__Work instruction__:
From the entries that follow, copy each line in which "bridge" appears.

○ ○ ○

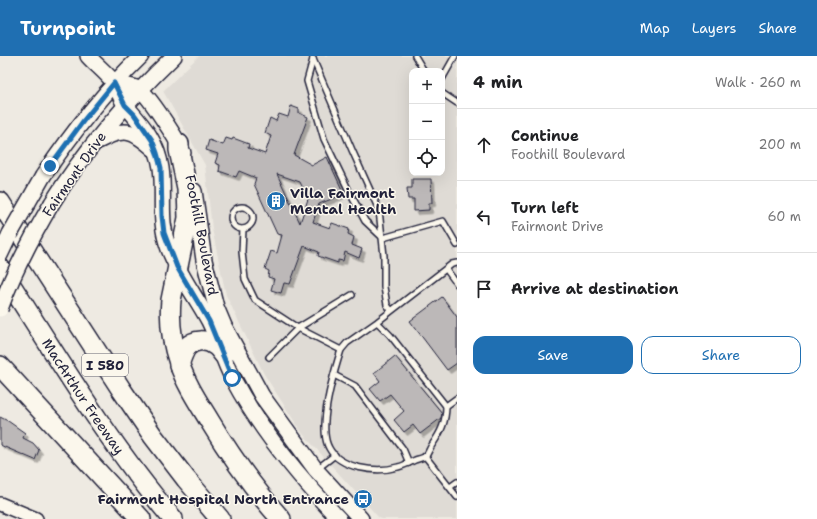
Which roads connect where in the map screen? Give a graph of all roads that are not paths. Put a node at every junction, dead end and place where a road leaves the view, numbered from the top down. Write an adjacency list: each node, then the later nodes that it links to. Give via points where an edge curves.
1 (88, 56): 9 (main road, Foothill Boulevard)
2 (141, 56): 9 (main road, Fairmont Drive)
3 (174, 56): 10 (main road, Fairmont Drive)
4 (415, 56): 7 (lane)
5 (455, 56): 8 (lane)
6 (312, 57): 19 (lane, via 379,210); 19 (lane, via 307,81 324,139 365,221)
7 (422, 68)
8 (445, 74)
9 (114, 83): 10 (main road); 13 (main road, Foothill Boulevard); 21 (main road, Fairmont Drive, bridge, via 43,176)
10 (139, 89): 13 (main road, Fairmont Drive); 15 (main road, Foothill Boulevard)
11 (445, 95): 12 (lane)
12 (457, 103)
13 (125, 105): 14 (main road, Fairmont Drive); 16 (main road, Foothill Boulevard, via 144,127)
14 (94, 143): 16 (main road, via 114,132 124,132 143,139); 28 (main road, Fairmont Drive, bridge, via 52,203 20,262)
15 (179, 144): 23 (highway, via 187,188 188,218); 43 (main road, Foothill Boulevard, via 193,186 204,260 216,307 262,396)
16 (157, 153): 23 (main road, Foothill Boulevard, via 162,182 164,233)
17 (0, 202): 52 (highway, I 580, via 112,377 153,436)
18 (243, 229): 18 (lane, via 250,225 253,217 249,209 240,207 233,211 230,219 234,226); 31 (lane, via 245,280 255,300)
19 (382, 238): 20 (lane, via 443,221); 29 (lane, via 384,287 387,305)
20 (457, 244)
21 (0, 255)
22 (457, 263): 25 (lane)
23 (177, 267): 33 (main road, Foothill Boulevard, via 209,321); 35 (highway, via 170,314)
24 (0, 268): 51 (highway, MacArthur Freeway / I 580, via 108,432)
25 (446, 269): 26 (lane); 29 (lane)
26 (457, 284)
27 (352, 295): 31 (lane)
28 (0, 309)
29 (392, 310): 30 (lane)
30 (377, 322): 32 (lane); 39 (lane)
31 (298, 328): 32 (lane); 34 (lane)
32 (341, 350): 37 (lane)
33 (224, 355): 35 (highway, via 215,345 199,341 186,348); 44 (main road, Foothill Boulevard, via 232,378 244,398)
34 (269, 357)
35 (179, 365): 53 (highway, via 220,439)
36 (0, 366): 50 (highway)
37 (334, 375): 40 (lane, via 324,424 329,448); 42 (lane, via 354,386 403,448)
38 (457, 398): 39 (lane)
39 (446, 406): 41 (lane, via 440,434)
40 (335, 455): 42 (lane, via 359,468 377,469); 43 (lane)
41 (426, 456): 42 (lane); 46 (lane)
42 (409, 463)
43 (316, 470): 44 (main road); 55 (main road, Foothill Boulevard)
44 (304, 480): 54 (main road, Foothill Boulevard)
45 (457, 482): 46 (lane)
46 (450, 487): 47 (lane)
47 (457, 497)
48 (0, 504): 49 (street)
49 (36, 519)
50 (141, 519)
51 (174, 519)
52 (220, 519)
53 (281, 519)
54 (339, 519)
55 (361, 519)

○ ○ ○

__Your solution__:
9 (114, 83): 10 (main road); 13 (main road, Foothill Boulevard); 21 (main road, Fairmont Drive, bridge, via 43,176)
14 (94, 143): 16 (main road, via 114,132 124,132 143,139); 28 (main road, Fairmont Drive, bridge, via 52,203 20,262)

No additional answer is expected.